Take the lines from the beginning of the data below through the line holding "Build a routing" and return exactly those.

----------------------------------------

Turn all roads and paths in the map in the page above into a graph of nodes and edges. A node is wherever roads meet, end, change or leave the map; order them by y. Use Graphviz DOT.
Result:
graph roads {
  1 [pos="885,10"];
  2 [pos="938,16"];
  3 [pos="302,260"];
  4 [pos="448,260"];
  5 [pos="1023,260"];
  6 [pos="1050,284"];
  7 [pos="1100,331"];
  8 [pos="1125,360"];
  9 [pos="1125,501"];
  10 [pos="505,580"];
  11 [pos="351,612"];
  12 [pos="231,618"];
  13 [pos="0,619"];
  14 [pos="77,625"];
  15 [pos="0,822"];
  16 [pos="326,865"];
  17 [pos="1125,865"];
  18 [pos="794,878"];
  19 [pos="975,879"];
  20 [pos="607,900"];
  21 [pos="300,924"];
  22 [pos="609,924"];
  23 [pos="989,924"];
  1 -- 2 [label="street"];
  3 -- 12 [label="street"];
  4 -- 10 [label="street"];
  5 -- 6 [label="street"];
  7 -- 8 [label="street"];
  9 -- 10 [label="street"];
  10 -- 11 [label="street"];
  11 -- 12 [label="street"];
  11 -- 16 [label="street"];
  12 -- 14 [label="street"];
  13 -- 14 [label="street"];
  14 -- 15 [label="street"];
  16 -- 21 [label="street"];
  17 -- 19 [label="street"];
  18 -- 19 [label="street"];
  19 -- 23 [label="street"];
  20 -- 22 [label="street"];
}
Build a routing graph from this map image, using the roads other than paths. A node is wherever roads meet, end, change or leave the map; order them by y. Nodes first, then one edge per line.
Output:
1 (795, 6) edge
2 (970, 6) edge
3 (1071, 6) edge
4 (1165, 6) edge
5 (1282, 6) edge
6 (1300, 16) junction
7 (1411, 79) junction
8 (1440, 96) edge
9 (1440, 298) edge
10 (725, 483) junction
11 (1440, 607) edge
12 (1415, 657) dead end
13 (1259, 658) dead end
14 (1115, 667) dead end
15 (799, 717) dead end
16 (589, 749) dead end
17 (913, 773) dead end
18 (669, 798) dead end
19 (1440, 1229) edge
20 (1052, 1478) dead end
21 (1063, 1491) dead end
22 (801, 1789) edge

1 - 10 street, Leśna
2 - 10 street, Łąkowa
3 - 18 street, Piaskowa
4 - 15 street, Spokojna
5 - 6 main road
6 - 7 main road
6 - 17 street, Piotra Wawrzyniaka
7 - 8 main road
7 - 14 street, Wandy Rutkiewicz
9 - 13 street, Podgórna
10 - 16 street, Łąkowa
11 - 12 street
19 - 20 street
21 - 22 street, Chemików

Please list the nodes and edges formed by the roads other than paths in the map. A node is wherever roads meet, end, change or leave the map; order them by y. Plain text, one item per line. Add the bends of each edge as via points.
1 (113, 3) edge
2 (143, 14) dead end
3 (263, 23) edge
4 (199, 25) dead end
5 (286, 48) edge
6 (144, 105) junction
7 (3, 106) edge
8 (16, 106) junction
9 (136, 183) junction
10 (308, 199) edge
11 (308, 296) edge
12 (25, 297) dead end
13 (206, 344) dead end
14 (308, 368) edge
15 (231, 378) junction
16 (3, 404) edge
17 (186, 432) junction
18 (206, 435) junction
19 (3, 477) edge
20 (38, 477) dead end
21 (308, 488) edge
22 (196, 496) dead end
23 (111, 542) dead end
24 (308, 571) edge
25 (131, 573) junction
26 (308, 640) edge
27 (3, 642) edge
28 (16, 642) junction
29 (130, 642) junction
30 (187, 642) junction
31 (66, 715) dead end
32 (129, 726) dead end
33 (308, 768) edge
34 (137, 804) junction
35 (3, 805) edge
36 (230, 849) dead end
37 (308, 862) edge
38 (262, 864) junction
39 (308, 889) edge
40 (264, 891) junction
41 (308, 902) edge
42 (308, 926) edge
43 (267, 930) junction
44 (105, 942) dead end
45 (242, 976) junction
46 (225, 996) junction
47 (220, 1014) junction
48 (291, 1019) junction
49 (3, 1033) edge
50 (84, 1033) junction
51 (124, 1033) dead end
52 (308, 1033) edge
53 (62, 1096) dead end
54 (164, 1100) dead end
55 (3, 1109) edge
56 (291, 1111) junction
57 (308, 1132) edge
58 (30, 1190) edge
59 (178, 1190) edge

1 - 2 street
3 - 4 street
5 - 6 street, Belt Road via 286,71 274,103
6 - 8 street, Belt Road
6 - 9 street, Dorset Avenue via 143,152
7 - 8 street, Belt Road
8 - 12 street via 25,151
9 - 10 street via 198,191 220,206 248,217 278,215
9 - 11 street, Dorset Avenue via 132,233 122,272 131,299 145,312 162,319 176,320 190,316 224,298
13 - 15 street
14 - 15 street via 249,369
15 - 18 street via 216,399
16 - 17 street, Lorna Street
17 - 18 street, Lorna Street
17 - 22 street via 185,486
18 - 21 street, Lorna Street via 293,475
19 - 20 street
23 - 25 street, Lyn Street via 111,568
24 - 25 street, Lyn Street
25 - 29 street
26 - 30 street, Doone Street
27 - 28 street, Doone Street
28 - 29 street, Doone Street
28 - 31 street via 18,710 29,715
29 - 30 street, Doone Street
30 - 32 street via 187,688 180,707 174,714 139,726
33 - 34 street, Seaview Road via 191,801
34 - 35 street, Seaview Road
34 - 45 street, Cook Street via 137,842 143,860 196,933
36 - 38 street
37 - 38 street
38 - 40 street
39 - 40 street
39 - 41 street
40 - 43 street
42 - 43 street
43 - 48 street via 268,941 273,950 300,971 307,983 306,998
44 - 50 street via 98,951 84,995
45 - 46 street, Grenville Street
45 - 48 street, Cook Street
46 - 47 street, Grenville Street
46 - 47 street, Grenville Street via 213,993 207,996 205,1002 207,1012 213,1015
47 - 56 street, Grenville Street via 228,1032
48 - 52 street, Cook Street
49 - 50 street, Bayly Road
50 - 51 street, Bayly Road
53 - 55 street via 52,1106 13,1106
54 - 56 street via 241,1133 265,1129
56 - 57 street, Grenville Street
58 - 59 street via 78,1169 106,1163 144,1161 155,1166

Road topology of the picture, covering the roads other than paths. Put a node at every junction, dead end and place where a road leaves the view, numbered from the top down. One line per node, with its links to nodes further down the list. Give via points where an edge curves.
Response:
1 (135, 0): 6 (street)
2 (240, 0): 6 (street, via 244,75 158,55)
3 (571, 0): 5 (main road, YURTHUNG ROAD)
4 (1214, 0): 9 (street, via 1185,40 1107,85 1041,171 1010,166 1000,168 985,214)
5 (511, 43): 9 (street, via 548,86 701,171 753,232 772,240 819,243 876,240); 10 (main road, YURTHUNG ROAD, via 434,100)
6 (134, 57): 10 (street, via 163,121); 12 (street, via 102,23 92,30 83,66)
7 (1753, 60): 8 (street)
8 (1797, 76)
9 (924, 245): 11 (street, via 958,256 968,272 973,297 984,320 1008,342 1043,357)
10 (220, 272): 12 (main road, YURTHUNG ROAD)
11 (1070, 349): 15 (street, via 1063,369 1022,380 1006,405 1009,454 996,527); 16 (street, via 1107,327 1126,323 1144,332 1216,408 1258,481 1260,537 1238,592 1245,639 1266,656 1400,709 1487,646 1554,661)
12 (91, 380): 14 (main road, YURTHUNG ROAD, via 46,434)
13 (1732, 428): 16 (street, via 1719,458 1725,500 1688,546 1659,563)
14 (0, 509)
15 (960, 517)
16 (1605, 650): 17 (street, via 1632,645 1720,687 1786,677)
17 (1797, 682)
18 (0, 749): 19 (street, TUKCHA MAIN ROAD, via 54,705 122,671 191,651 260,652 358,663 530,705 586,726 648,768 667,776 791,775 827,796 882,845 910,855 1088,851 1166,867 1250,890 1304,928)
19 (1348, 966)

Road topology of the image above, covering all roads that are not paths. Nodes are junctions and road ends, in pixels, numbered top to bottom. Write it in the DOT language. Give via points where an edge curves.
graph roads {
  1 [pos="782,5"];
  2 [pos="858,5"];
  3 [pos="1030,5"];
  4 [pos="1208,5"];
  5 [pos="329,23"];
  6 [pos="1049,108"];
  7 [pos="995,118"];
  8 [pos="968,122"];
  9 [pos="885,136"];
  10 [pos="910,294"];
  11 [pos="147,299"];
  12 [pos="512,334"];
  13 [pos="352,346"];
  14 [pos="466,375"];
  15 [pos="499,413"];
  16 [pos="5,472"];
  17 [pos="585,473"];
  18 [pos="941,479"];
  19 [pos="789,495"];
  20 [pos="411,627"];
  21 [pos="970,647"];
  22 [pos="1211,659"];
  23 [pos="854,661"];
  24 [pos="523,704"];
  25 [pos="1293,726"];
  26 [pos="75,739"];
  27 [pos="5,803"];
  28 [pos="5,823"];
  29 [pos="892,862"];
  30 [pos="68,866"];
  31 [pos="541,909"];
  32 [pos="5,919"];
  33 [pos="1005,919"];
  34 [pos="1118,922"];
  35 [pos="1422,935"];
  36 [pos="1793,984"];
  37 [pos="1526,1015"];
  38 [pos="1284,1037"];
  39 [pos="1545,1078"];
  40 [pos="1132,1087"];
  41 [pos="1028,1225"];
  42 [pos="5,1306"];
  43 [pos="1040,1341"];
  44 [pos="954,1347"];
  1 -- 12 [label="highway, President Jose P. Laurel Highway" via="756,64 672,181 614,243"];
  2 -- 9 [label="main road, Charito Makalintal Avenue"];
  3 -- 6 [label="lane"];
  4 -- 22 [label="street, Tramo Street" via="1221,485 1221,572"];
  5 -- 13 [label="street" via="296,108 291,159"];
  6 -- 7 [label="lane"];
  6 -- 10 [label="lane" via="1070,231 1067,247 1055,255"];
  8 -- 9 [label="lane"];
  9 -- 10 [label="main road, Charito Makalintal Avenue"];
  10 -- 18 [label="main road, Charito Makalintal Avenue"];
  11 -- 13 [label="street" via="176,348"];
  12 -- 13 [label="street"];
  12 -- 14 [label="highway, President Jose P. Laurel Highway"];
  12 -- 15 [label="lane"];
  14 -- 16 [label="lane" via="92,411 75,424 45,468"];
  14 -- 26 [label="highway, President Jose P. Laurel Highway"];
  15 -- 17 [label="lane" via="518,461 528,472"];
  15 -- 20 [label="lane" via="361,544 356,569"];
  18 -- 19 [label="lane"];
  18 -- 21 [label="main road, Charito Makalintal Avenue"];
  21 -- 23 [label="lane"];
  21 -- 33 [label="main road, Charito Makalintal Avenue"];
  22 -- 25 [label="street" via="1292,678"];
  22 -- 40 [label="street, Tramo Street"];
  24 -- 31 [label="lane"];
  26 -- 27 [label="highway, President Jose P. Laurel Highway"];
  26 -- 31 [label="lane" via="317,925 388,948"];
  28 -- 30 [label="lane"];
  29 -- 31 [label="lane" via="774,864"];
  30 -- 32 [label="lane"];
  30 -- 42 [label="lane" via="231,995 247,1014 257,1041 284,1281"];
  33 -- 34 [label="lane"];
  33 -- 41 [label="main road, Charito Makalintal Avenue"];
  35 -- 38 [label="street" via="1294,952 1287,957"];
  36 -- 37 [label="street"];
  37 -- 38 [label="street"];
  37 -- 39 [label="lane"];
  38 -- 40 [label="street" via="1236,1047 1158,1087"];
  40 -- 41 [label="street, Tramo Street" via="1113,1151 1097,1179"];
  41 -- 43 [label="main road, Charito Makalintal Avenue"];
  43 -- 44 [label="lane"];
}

----------------------------------------

== RESULT BELOW ==
Turn all roads and paths in the map in the page above into a graph of nodes and edges. A node is wherever roads meet, end, change or leave the map; order them by y. Use Graphviz DOT.
Result:
graph roads {
  1 [pos="885,10"];
  2 [pos="938,16"];
  3 [pos="302,260"];
  4 [pos="448,260"];
  5 [pos="1023,260"];
  6 [pos="1050,284"];
  7 [pos="1100,331"];
  8 [pos="1125,360"];
  9 [pos="1125,501"];
  10 [pos="505,580"];
  11 [pos="351,612"];
  12 [pos="231,618"];
  13 [pos="0,619"];
  14 [pos="77,625"];
  15 [pos="0,822"];
  16 [pos="326,865"];
  17 [pos="1125,865"];
  18 [pos="794,878"];
  19 [pos="975,879"];
  20 [pos="607,900"];
  21 [pos="300,924"];
  22 [pos="609,924"];
  23 [pos="989,924"];
  1 -- 2 [label="street"];
  3 -- 12 [label="street"];
  4 -- 10 [label="street"];
  5 -- 6 [label="street"];
  7 -- 8 [label="street"];
  9 -- 10 [label="street"];
  10 -- 11 [label="street"];
  11 -- 12 [label="street"];
  11 -- 16 [label="street"];
  12 -- 14 [label="street"];
  13 -- 14 [label="street"];
  14 -- 15 [label="street"];
  16 -- 21 [label="street"];
  17 -- 19 [label="street"];
  18 -- 19 [label="street"];
  19 -- 23 [label="street"];
  20 -- 22 [label="street"];
}
Build a routing graph from this map image, using the roads other than paths. A node is wherever roads meet, end, change or leave the map; order them by y. Nodes first, then one edge per line.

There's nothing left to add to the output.